• TRY IT: Once the pictures are set aside, transcribe each line of the data exactly.

Saved entries:

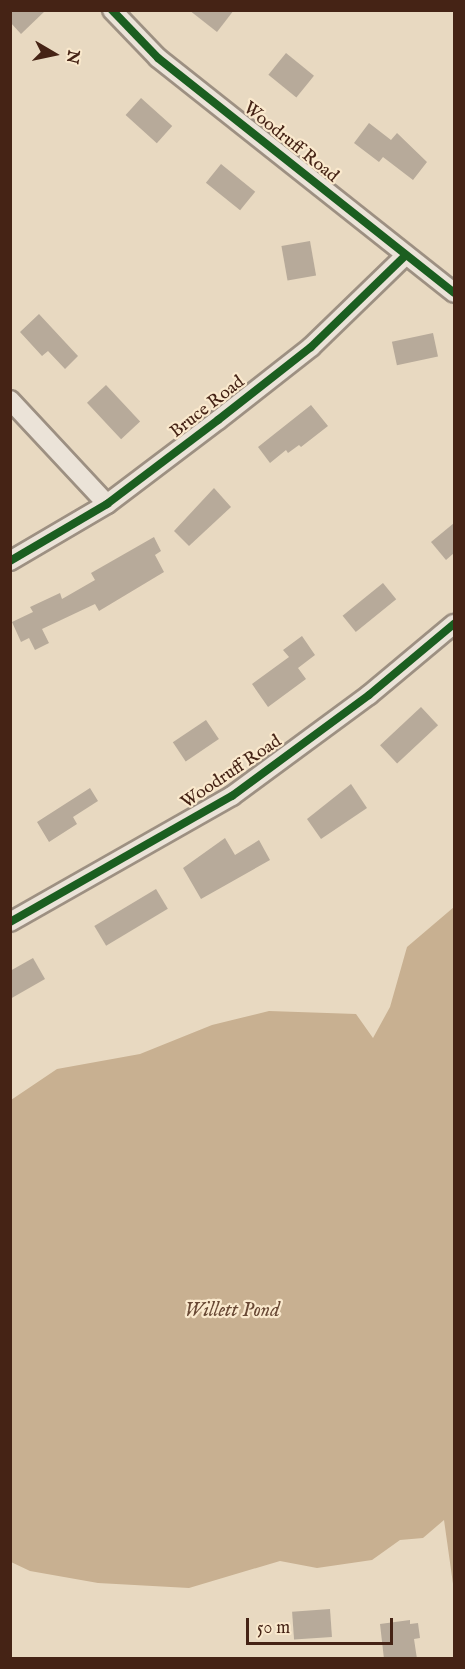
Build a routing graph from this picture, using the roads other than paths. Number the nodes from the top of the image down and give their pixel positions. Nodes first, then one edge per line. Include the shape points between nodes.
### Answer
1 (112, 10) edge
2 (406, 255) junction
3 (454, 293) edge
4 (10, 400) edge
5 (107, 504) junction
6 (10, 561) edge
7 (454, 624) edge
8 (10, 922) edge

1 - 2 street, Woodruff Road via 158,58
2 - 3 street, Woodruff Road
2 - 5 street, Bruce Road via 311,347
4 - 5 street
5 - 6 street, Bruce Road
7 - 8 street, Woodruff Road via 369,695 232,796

• RESULT:
Build a routing graph from this picture, using the roads other than paths. Number the nodes from the top of the image down and give their pixel positions. Nodes first, then one edge per line. Include the shape points between nodes.
### Answer
1 (112, 10) edge
2 (406, 255) junction
3 (454, 293) edge
4 (10, 400) edge
5 (107, 504) junction
6 (10, 561) edge
7 (454, 624) edge
8 (10, 922) edge

1 - 2 street, Woodruff Road via 158,58
2 - 3 street, Woodruff Road
2 - 5 street, Bruce Road via 311,347
4 - 5 street
5 - 6 street, Bruce Road
7 - 8 street, Woodruff Road via 369,695 232,796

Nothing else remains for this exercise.